BEGIN DATA IN THIS EXERCISE

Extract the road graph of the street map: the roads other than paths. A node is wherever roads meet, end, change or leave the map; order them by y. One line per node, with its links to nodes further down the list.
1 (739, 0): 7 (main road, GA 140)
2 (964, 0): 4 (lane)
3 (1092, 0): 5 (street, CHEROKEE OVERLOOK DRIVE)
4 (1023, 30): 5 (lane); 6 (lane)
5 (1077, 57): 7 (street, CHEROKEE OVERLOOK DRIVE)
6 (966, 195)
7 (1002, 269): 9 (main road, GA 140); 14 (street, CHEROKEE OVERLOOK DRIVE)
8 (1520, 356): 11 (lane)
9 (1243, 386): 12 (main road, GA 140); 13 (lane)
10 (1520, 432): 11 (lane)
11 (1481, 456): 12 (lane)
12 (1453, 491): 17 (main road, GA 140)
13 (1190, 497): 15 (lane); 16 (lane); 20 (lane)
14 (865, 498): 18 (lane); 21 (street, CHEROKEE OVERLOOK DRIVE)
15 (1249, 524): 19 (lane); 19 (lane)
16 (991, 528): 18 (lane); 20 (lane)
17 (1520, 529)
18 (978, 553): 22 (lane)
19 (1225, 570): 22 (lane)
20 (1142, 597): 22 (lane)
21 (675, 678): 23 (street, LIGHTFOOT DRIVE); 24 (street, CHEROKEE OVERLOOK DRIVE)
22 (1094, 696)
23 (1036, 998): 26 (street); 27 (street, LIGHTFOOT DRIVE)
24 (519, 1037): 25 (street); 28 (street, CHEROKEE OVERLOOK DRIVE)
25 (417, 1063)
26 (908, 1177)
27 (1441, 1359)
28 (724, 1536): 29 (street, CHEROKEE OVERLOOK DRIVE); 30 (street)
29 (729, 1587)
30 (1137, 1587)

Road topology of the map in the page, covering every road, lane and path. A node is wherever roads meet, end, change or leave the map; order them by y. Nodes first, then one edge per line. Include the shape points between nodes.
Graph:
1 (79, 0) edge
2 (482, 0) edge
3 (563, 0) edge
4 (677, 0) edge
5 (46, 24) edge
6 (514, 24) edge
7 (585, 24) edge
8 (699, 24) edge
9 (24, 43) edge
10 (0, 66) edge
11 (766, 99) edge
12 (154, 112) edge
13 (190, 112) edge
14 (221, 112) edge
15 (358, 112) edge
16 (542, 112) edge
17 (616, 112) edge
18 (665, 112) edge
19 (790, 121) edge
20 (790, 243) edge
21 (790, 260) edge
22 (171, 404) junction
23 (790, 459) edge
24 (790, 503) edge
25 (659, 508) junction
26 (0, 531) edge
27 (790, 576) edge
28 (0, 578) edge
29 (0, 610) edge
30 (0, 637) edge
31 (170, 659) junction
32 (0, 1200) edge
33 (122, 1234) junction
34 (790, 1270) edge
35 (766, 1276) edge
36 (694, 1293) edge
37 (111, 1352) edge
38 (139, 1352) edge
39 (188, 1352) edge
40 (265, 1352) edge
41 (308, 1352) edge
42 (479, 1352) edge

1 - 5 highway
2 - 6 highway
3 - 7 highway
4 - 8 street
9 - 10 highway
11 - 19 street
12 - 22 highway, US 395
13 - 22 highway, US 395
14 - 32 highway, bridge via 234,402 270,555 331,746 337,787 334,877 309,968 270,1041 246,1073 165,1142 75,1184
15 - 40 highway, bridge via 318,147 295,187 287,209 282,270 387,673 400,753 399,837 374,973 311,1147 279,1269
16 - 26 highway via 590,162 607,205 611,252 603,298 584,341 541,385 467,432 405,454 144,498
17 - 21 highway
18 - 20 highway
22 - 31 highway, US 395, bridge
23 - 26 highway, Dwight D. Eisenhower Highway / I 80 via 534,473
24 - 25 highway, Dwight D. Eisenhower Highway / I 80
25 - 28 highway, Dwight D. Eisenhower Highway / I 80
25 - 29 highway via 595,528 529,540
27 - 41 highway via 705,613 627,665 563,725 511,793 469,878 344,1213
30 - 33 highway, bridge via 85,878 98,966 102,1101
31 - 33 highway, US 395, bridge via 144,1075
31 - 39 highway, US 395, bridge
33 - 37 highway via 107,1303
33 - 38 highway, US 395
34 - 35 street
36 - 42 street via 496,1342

END DATA IN THIS EXERCISE

> _EXERCISE REQUIREMENTS_:
Extract every line containing the string "leave" from the data above.

> _SOLVED EXERCISE_:
Extract the road graph of the street map: the roads other than paths. A node is wherever roads meet, end, change or leave the map; order them by y. One line per node, with its links to nodes further down the list.
Road topology of the map in the page, covering every road, lane and path. A node is wherever roads meet, end, change or leave the map; order them by y. Nodes first, then one edge per line. Include the shape points between nodes.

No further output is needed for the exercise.